高知 いざなぎ流の謎と魅力
「高知 神々と棲む村」を担当した岸田です。
今回の舞台は物部。「もののべ」ではなく「ものべ」です。歴史に詳しい方でしたら、「古代の豪族『物部氏』と関係する土地なのでは?」とお思いになるかもしれません。実際、物部の地名はこの地を流れる「物部川」から来ているのですが、物部川下流域にはかつて、物部氏の流れをくむ一族が住んでいたと言われています。
<写真:物部の風景>
その物部に伝わる民間信仰「いざなぎ流」を中心に、今回の番組を作らせていただきました。山の事も神様の事も何も知らない私たちを温かく受け入れ、たくさんの話を聞かせてくれた物部の皆さん、本当にありがとうございました。
番組でも紹介した数々の御幣や不思議な祭文は、いざなぎ流の大きな謎であり魅力です。でも今回、何より頭を悩ませた最大の謎は「そんな複雑で長大な祈りがなぜこの地に残ったのか。なぜ必要とされ続けたのか。」ということでした。答えは今でもよくわかりません。
<写真:御幣>
<写真:小さな集落の祭り>
撮影でお世話になった物部の皆さんは、とてもよく笑う人たちでした。ある時、「昔は新鮮な魚なんて手に入らなかったでしょう」と尋ねると、「そうそう!『釣った漁師はもう死んどる』いうくらい古い魚。」「海におったよりも陸におった時間の方が長いくらいよ!」との答え。大笑いしつつも、その表現力の豊かさに驚かされました。

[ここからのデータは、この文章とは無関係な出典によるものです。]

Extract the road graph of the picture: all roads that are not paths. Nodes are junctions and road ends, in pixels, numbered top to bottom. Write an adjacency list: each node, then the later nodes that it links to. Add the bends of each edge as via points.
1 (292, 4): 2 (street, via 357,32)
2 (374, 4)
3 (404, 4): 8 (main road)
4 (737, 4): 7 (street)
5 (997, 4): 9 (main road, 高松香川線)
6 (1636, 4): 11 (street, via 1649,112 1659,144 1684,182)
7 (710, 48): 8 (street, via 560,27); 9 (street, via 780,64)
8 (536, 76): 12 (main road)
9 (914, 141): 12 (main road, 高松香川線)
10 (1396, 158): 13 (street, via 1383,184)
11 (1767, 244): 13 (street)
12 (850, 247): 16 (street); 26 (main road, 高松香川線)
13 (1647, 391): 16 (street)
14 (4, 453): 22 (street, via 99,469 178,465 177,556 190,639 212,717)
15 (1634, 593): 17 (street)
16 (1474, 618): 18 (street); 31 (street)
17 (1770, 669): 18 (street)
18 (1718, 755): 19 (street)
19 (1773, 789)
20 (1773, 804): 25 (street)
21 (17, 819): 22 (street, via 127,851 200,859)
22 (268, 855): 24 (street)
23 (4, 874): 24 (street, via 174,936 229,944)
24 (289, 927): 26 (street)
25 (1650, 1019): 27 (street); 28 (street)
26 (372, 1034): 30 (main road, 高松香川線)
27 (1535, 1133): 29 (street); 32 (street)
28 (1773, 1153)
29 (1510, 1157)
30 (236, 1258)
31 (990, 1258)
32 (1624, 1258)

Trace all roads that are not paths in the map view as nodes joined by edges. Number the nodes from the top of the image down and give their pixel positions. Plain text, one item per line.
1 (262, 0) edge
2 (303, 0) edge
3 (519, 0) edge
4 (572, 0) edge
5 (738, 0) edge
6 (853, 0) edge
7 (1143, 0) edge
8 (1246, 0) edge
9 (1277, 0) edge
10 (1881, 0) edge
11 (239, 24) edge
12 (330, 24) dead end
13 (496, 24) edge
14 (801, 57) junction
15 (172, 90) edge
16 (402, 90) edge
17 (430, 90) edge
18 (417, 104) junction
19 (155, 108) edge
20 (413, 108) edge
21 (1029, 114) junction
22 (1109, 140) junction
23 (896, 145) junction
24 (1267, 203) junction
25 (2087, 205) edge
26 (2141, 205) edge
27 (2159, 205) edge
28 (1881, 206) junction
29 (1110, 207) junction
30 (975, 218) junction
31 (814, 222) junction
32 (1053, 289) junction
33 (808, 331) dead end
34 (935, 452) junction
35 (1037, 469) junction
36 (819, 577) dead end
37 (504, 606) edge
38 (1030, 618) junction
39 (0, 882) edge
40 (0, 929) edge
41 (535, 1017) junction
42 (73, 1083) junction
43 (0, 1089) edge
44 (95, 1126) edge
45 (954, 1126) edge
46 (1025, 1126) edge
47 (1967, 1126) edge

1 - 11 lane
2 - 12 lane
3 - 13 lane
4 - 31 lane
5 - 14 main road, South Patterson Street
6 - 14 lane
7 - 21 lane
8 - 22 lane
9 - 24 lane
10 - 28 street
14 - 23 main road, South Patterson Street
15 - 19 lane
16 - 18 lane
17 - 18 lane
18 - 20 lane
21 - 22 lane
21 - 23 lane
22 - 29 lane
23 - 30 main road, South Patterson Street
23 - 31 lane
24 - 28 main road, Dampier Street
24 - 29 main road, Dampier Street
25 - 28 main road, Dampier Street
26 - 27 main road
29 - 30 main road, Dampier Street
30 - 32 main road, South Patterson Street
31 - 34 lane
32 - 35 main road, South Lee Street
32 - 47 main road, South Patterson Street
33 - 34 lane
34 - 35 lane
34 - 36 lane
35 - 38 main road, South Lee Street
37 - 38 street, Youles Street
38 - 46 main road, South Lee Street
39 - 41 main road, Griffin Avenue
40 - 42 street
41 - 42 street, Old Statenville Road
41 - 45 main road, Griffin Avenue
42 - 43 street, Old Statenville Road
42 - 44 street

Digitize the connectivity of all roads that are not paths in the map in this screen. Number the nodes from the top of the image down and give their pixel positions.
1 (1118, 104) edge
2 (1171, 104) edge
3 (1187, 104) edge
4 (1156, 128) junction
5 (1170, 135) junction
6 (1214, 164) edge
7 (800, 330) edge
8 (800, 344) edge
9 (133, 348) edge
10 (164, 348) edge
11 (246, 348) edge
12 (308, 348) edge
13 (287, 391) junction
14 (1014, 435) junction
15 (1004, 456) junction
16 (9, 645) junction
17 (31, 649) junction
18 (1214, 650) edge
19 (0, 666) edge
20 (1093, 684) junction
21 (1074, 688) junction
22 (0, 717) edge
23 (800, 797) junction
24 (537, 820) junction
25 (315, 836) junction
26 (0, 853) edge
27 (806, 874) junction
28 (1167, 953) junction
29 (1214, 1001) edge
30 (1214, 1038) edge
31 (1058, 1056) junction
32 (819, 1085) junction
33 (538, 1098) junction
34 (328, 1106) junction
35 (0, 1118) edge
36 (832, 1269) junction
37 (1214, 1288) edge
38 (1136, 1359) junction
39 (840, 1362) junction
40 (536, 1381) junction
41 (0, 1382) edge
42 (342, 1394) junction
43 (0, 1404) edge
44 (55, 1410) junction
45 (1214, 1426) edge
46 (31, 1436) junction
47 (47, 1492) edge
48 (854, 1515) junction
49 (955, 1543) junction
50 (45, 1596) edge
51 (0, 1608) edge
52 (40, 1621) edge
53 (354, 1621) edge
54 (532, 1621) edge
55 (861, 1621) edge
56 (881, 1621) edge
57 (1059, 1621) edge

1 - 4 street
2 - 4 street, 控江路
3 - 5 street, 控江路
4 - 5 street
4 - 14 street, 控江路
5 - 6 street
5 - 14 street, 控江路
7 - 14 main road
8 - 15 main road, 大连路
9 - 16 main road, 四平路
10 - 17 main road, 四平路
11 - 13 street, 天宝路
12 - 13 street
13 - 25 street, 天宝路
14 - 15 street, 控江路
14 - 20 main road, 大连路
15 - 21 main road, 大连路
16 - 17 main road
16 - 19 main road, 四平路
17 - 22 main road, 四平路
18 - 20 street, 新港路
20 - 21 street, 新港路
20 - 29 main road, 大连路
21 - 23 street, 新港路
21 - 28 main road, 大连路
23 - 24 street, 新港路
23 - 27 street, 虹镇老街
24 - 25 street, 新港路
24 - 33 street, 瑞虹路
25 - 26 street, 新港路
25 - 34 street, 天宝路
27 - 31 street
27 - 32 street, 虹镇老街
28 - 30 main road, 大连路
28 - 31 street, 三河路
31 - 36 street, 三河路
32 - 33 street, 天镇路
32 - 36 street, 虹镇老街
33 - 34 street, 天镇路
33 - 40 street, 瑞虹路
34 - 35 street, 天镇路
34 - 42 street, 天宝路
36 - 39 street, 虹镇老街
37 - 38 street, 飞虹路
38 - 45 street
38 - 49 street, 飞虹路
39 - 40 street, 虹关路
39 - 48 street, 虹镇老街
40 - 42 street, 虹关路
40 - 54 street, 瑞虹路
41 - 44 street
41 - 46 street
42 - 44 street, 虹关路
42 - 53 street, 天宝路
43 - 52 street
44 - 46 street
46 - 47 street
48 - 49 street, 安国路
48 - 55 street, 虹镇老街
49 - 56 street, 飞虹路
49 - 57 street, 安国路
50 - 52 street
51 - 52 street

一方で、「昔は病人が出ると、耳元で米粒を振り、その音を聞かせて元気づけた。食べさせる程の米は無かった。」という話も聞きました。
「山で生きる厳しさ」と一言で言っても、その本当のところは住み続けてきた人にしかわかりません。しかし、厳しさを笑い飛ばすことがどれほど生きる力になるか。笑いもまた、ひとつの祈りの形なのかもしれないと思いました。
物部は山に囲まれた不便な場所、という印象ですが、かつては土佐湾から物部を通って阿波方面に向かう道が、塩などの生活物資を運ぶ大事な物流ルートとして栄えていました。その道は現在「塩の道」として整備され、気軽に山歩きが楽しめるようになっています。山歩きのお弁当にはぜひ、物部特産の柚子酢で作った「田舎寿司」をどうぞ。爽やかな香りと酸味で疲れも癒されます。